Actress Kristen Bell made no secret of the fact that her daughters Lincoln and Delta don’t get along very well. “They fight almost 100 percent of the time, which came as a big surprise to me,” Bell told Today’s Parent in an exclusive interview last year. And although she stated that she is doing her best to handle the school-age struggles on her own, she has now revealed one of the tactics she uses when deciding to resolve her conflict: a family triangle.
“When my girls have a problem and we need to talk about it, I use what I call the ‘family triangle,'” Bell said in her new Shattered Glass podcast, which she moderates with her friend Monica Padman (who also co-stars with Bell’s husband Dax Shepard moderated the popular Armchair Expert podcast).
“There are three of us sitting with our toes together – it’s our version of a circle – so they have to look at each other. I find so much more comes out of those conversations trying to get these little people to talk great emotionsbecause they have to face each other.
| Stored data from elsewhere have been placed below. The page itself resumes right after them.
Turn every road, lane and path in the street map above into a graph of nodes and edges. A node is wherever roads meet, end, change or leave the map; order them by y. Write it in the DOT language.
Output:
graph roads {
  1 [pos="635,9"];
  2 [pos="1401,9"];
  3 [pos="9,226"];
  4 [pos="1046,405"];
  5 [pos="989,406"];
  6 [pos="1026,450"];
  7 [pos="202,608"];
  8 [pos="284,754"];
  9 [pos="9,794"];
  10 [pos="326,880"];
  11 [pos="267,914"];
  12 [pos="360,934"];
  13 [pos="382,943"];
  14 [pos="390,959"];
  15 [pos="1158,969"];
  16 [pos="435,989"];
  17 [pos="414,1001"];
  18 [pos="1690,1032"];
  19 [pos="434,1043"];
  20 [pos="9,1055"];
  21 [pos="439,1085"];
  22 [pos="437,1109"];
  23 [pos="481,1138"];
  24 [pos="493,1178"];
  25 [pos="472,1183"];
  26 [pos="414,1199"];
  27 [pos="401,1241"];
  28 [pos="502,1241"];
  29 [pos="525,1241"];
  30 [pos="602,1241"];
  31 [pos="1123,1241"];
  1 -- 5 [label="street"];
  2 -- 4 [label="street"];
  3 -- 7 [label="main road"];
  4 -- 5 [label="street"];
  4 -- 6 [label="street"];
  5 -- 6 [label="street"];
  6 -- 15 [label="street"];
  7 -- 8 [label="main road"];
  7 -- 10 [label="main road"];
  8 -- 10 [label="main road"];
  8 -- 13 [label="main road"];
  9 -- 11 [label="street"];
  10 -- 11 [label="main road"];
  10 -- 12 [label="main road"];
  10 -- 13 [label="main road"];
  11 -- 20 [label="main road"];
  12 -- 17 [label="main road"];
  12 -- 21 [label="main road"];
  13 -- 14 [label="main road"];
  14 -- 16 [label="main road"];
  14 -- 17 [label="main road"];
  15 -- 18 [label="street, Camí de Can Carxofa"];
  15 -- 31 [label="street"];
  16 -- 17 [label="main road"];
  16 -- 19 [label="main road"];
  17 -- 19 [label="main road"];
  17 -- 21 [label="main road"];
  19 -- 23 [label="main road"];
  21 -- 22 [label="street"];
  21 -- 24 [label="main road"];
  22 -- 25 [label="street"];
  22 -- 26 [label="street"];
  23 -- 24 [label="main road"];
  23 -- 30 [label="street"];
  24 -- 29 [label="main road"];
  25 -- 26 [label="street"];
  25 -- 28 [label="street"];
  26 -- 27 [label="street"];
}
It’s a powerful thing, the circle. “
Although Bell refers to her tactic as a triangle, she refers to a circle because her podcast guest, feminist journalist and socio-political activist Gloria Steinam, mentioned the power of circles when she discussed some of the challenges she faced in joining the experienced political movement. “I was a freelance writer so I had to learn to be part of a group,” Steinam said. “The political movement helped because the model is a circle in which everyone speaks one after the other and everyone else has to listen.”
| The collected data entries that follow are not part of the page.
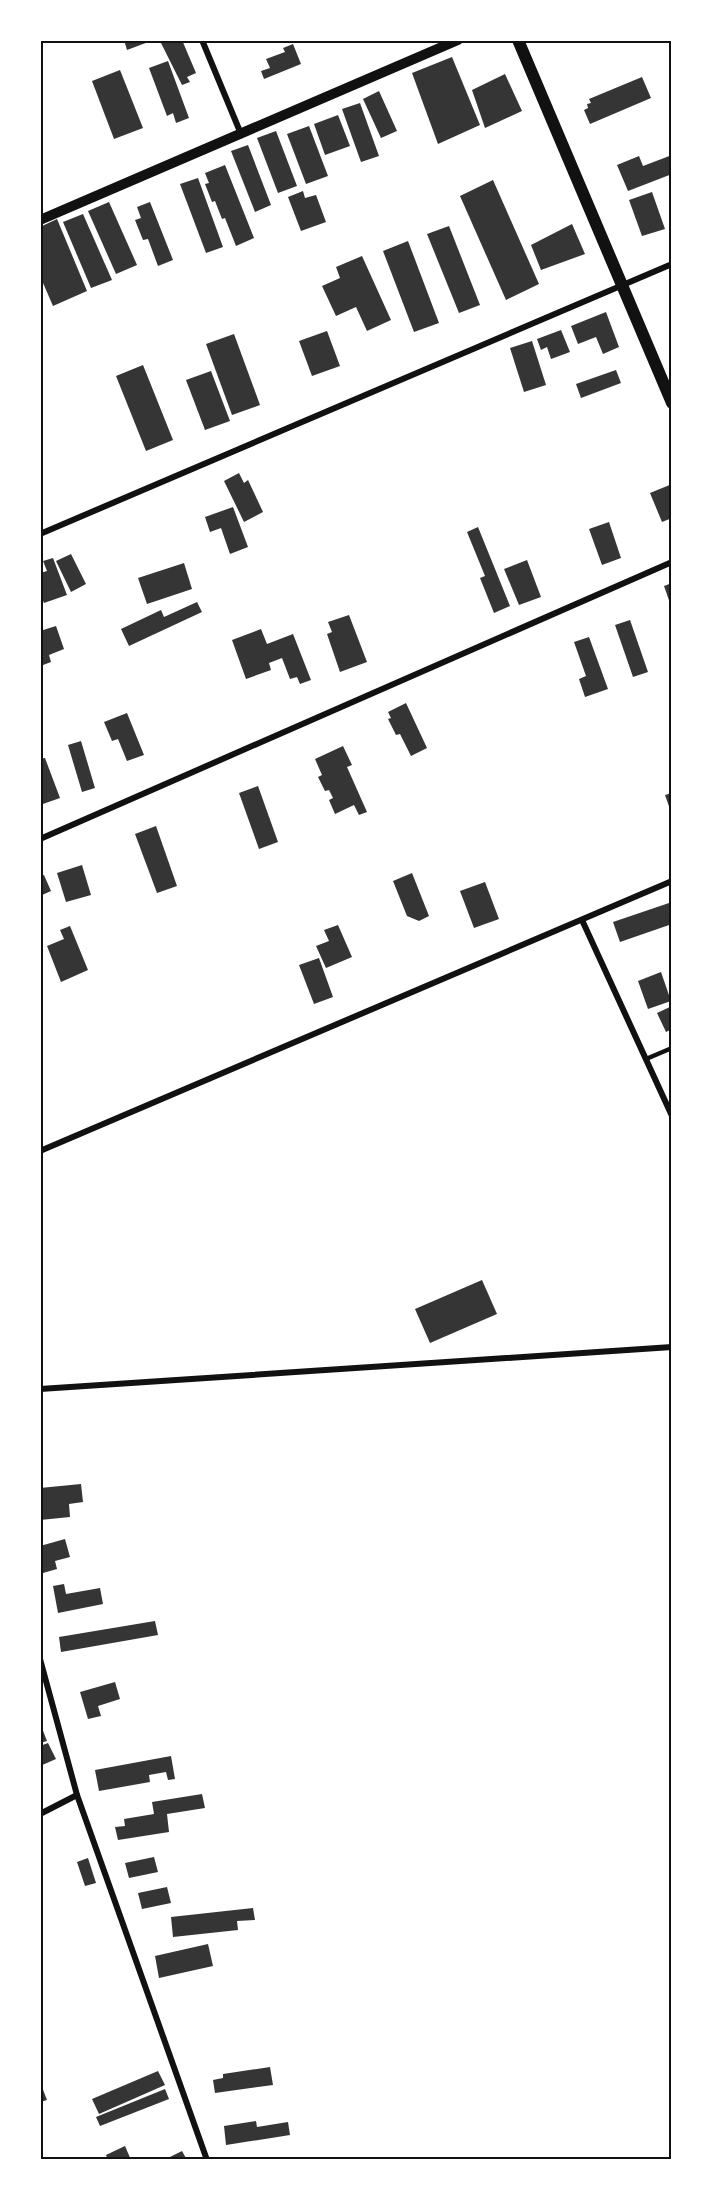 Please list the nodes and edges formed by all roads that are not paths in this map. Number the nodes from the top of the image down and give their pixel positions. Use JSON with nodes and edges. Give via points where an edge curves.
{"nodes":[{"id":1,"x":202,"y":40,"type":"edge"},
{"id":2,"x":458,"y":40,"type":"edge"},
{"id":3,"x":518,"y":40,"type":"edge"},
{"id":4,"x":241,"y":134,"type":"junction"},
{"id":5,"x":40,"y":220,"type":"edge"},
{"id":6,"x":672,"y":264,"type":"edge"},
{"id":7,"x":621,"y":286,"type":"junction"},
{"id":8,"x":672,"y":403,"type":"edge"},
{"id":9,"x":40,"y":534,"type":"edge"},
{"id":10,"x":672,"y":562,"type":"edge"},
{"id":11,"x":40,"y":839,"type":"edge"},
{"id":12,"x":672,"y":881,"type":"edge"},
{"id":13,"x":582,"y":920,"type":"junction"},
{"id":14,"x":672,"y":1048,"type":"edge"},
{"id":15,"x":646,"y":1059,"type":"junction"},
{"id":16,"x":672,"y":1116,"type":"edge"},
{"id":17,"x":40,"y":1151,"type":"edge"},
{"id":18,"x":672,"y":1347,"type":"edge"},
{"id":19,"x":40,"y":1389,"type":"edge"},
{"id":20,"x":40,"y":1659,"type":"edge"},
{"id":21,"x":77,"y":1794,"type":"junction"},
{"id":22,"x":40,"y":1814,"type":"edge"},
{"id":23,"x":207,"y":2160,"type":"edge"}],
"edges":[{"from":1,"to":4,"type":"street"},
{"from":2,"to":4,"type":"street"},
{"from":3,"to":7,"type":"main road"},
{"from":4,"to":5,"type":"street"},
{"from":6,"to":7,"type":"street"},
{"from":7,"to":8,"type":"main road"},
{"from":7,"to":9,"type":"street"},
{"from":10,"to":11,"type":"street"},
{"from":12,"to":13,"type":"street"},
{"from":13,"to":15,"type":"street"},
{"from":13,"to":17,"type":"street"},
{"from":14,"to":15,"type":"lane"},
{"from":15,"to":16,"type":"street"},
{"from":18,"to":19,"type":"street"},
{"from":20,"to":21,"type":"street"},
{"from":21,"to":22,"type":"street"},
{"from":21,"to":23,"type":"street"}]}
Steinam went on to discuss how circles can be effective at helping children communicate: [chairs] in rows, you put them in a circle, that changes everything. “
Bell is a firm believer in actively teaching her children how to solve fights instead of just muttering, “Sorry.” In fact, she never makes them say it. “Sorry is not active“Says Bell. “If you hit someone and all you have to do is apologize, then you’ll learn that all you have to do is apologize and then you’re out.” Her children’s teachers taught them a better strategy: “Our preschool taught us, they instead to say: ‘What do you need?’ So we say, ‘Ask her what she needs.’ And the answer could be, ‘I need space, I need a hug, I need a teacher, I need an ice pack.’ It’s usually an ice pack to be honest. “
Bell also swears by having these chats specifically before bed. “Somebody once told me that children’s brains are most open just before they go to bed. The conversation always pleasantly surprises me. ‘I did this because she annoyed me and I couldn’t control my body But I know I shouldn’t react like that. I’ll try more next time. ‘ It makes me very happy. “
The Bell and Padman Podcast Broken glass can be found on Spotify. Shattered Glass refers to the glass ceiling women have struggled to break through since the women’s rights movement. In this ten episode podcast, Bell and Padman speak to women who have made significant cracks in the ceiling.